Inflation: In 2022, the consumer prices of the economy increased up to 9.1%. This was the highest increase in the last 40 years according to the U.S. Bureau of labor statistics. In Europe, the inflation is running at 10.7%, this is the highest inflation since the euro zone’s formation. This trend will follow us in 2023 as well. The inflation of the world will be at its highest and this will be the right time for supply chain executives to start contemplating stock-keeping units (SKU) in their warehouses. Usually, the sales department is not in favor of reducing the SKUs but since inflation is at its peak, reduced SKUs will give extra ammunition to such initiatives.

Pending recession: The obvious response of the central bank towards high inflation is to raise the interest rate and slow economic growth until inflation is back to acceptable levels. Usually the acceptable level is 3% or less. Most of the time, an increase in interest level leads to recession in the country. In recession, it is difficult to forecast dropping demand. So, if recession occurs, the economy has to be prepared for many layoffs and locking down safety inventory. Businesses have to use supply chain risk management solutions to monitor financial health of upstream vendors so that alternative sources of supply chain can be secured promptly if key vendors aren’t available.
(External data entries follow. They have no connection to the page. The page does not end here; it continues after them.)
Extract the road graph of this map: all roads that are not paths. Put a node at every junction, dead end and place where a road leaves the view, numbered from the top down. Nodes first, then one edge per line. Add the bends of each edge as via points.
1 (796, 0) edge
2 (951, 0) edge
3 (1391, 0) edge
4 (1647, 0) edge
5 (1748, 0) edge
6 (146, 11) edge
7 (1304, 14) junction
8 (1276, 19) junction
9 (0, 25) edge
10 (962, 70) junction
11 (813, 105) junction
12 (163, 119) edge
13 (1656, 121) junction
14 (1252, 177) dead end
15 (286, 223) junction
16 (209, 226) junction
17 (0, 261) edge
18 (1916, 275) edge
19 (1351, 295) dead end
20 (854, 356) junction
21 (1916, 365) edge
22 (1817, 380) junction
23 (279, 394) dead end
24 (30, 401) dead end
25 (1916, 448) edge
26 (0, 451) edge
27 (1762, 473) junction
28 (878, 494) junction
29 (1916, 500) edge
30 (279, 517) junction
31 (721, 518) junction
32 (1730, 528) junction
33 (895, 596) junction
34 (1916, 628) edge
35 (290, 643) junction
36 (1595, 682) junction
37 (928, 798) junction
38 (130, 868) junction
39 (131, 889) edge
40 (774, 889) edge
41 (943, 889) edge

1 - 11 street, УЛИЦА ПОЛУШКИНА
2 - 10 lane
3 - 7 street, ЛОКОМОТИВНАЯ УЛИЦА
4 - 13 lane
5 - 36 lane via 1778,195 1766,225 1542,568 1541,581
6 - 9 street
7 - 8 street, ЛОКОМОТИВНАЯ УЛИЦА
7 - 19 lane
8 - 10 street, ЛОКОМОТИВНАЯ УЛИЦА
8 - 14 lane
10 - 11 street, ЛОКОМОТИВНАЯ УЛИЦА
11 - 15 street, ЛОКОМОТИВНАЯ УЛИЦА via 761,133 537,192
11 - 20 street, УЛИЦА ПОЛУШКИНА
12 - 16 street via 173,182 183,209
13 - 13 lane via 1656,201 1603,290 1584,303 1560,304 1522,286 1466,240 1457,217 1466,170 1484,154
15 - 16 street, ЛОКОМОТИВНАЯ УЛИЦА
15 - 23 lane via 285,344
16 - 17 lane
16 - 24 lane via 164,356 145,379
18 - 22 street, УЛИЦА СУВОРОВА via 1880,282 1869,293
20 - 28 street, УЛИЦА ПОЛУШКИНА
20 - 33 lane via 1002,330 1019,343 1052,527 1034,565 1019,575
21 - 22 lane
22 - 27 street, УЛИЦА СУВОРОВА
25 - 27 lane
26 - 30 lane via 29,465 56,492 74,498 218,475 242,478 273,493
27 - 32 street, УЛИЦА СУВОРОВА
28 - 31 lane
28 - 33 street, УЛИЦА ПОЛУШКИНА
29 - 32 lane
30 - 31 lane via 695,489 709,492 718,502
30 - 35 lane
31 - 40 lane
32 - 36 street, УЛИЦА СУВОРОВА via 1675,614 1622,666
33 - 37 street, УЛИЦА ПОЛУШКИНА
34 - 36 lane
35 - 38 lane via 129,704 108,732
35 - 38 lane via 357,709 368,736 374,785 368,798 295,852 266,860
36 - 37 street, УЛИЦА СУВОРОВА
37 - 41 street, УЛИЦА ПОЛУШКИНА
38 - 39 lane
Inability to trust China as a supplier: In the beginning of October, the Biden administration published technology export control. These controls will include a measure to cut China off from certain buying semiconductor chips made anywhere in the world with US tools. The efforts of the US to slow down Beijing’s technology and military advances. Every country that uses US technology will have to cut off support for China’s leading factories and chip designers. It will be hard to predict China’s reaction towards this but the trade barriers will increase immensely. This will affect the supply chain from china.

ESG Compliance: Currently, the government is investigating companies if they are operating sustainably and ethically or not. In January 2023, the Germany Supply Chain Due Diligence Act will come into effect, requiring businesses to monitor supply chains for human rights violations and ensure that partners are not causing environmental degradation across their entire supply chain. There has been many legislations whose goal was to make sure businesses comply with the environmental, social and governance performance by companies.